Personal information
- Full name: Janusz Makowski
- Date of birth: 19 June 1951
- Place of birth: Gdańsk, Poland
- Date of death: 2 March 2023 (aged 71)
- Height: 1.79 m (5 ft 10 in)
- Position(s): Left-back

Senior career*
- Years: Team / Apps / (Gls)
- 1970–1981: Lechia Gdańsk / 194 / (9)
- 1981–1984: Olimpia Elbląg

= Janusz Makowski =

Polish footballer

Janusz Makowski (19 June 1951 – 2 March 2023) was a Polish footballer who played as a left-back.

==Biography==
Makowski started playing football in school with Zdzisław Puszkarz, following Puszkarz into joining the Lechia Gdańsk youth teams.

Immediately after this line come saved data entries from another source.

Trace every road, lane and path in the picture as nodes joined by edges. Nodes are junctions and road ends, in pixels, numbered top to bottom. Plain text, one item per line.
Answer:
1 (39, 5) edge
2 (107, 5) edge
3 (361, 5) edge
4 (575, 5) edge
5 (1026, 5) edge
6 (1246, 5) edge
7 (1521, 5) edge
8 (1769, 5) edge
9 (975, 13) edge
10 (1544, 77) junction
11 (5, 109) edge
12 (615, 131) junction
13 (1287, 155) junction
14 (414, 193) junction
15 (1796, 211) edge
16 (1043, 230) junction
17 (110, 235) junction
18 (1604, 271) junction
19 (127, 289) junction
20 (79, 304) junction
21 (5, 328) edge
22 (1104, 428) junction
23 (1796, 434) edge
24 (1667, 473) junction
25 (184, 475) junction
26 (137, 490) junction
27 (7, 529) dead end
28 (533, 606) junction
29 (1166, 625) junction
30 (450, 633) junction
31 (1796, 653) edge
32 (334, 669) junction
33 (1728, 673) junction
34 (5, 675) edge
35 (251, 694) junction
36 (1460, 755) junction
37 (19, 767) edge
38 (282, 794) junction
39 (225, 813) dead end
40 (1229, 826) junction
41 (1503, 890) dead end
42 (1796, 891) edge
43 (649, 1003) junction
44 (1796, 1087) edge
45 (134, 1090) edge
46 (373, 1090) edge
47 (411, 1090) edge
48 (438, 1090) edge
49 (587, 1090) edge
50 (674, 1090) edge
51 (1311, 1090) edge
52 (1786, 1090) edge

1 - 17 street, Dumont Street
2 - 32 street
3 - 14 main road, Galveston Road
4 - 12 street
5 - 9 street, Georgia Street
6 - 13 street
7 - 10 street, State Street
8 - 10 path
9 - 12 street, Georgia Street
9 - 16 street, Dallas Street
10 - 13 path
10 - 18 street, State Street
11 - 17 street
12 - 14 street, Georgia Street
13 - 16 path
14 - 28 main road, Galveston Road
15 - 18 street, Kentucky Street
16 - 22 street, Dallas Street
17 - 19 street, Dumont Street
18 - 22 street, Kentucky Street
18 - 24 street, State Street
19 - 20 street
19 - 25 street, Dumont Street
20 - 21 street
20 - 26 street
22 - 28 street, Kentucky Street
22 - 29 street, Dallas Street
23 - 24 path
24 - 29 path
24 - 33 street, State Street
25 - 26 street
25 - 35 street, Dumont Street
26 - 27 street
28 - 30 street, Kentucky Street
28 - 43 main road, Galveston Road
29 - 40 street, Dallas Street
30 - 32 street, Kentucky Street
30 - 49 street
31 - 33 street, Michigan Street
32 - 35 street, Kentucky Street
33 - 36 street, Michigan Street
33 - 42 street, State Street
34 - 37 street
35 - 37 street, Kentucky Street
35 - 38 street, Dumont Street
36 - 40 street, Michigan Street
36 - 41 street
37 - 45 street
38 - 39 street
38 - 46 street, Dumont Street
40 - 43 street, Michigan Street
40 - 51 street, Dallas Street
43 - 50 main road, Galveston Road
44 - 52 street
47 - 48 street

Makowski broke into the Lechia first team in 1970, making his debut on 24 May 1970 against Gwardia Koszalin in the III liga. Makowski struggled to force his way into the team over the next few seasons until the 1973–74 season when he got into double figures with appearances for the first time, by this point, with Lechia playing in the II liga. Over the next seven seasons Makowski was part of a Lechia team that finished in 3rd place once and runners-up three times, coming closest to promotion in the 1975–1976 season when promotion went down to who won between Lechia or Arka Gdynia, with Arka ultimately winning the tie and Makowski being shown a red card after the game. Makowski spent over a decade with Lechia, making a total of 209 appearances, scoring 11 goals in all competitions. After his time at Lechia he joined Olimpia Elbląg for three seasons before returning to Gdańsk in 1984.